Before the Budget, when there was talk of who would replace David Cameron as Tory leader, it was assumed that Osborne was a short nose ahead of London Mayor Boris Johnson. But all that has changed now and the discussion instead is on whether he will stay at No 11 or get shuffled off to another ministerial post.
Last week this writer attended a party held by the PR agency which advises many Tory backbenchers and represents many of the right-wing organisations in the UK. On previous occasions the name of Osborne has attracted strong admiration at such gatherings, but last week he was the butt of most of the jokes.
One MP asked: “Name the chancellor who famously coveted his boss’s job, thought he was a great strategist, but wasn’t, was worse at presentation than his leader and whenever there was trouble he was nowhere to be seen?”
And to guffaws he went on: “I know you all think it’s George Osborne, but actually I meant Gordon Brown.”
The idea that Mr Osborne is the “heir to Brown” is about as damaging as it gets in Tory circles. The reason he has earned this tag centres on the Budget.
Not only was it extremely badly briefed, it unravelled with astonishing speed and has been responsible for U-turns on fuel duty, charity tax, caravan tax and the infamous pastie tax.
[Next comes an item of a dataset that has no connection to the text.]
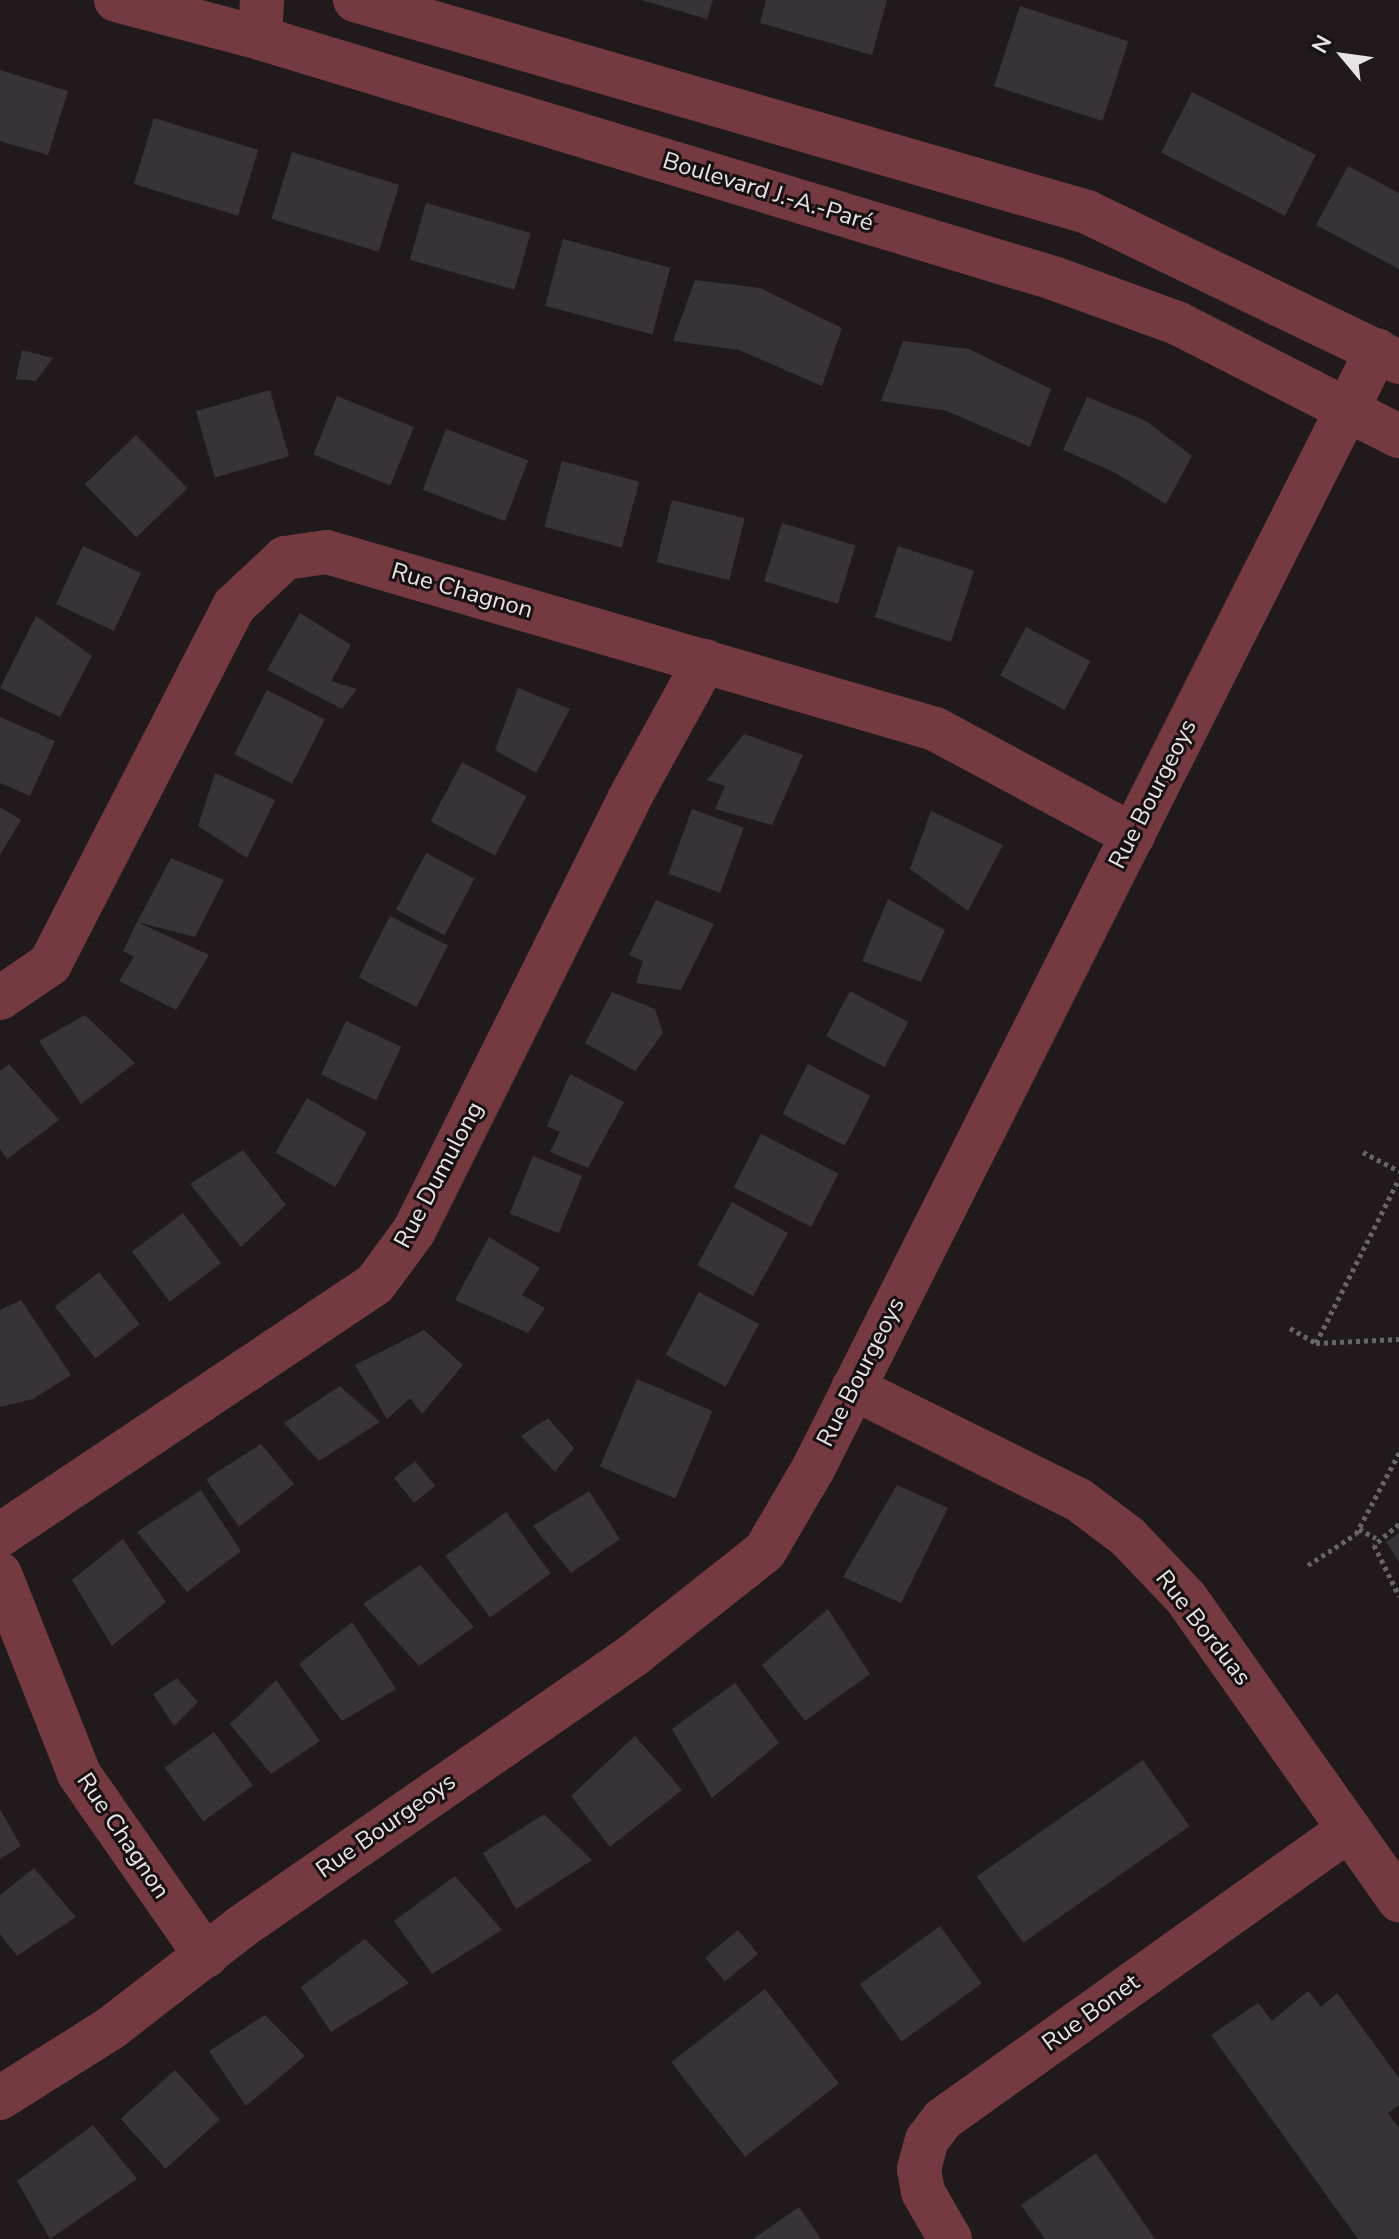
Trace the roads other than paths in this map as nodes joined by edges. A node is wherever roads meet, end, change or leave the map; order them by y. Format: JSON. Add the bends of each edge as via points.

Never before has a Finance Bill in effect been a consultation. Many of the measures, including the as yet unchanged “granny tax”, hit Tory voters – and all to pay for a tax cut for those earning £150,000 a year or more.
But to compound his sins, when he made his U-turn on fuel duty he forgot to mention it to his cabinet colleagues and then sent his most junior and inexperienced minister Chloe Smith to be grilled by Jeremy Paxman instead of facing the flak himself.
Poor Ms Smith is now a Youtube hit and the condemnation of Mr Osborne’s cowardice has for the first time ever given common ground to the right-wing Tory MP Nadine Dorries and Labour’s deputy leader Harriet Harman.
There is great unhappiness among Tory MPs that Labour shadow chancellor Ed Ball now looks competent.
As if that was not enough, Mr Osborne is blamed for the thrashing in the local elections last May. His “strategic” role has earned him another title from Labour leader Ed Miliband, “the part-time Chancellor”.
The money is now on him swapping with Foreign Secretary William Hague after the Olympics.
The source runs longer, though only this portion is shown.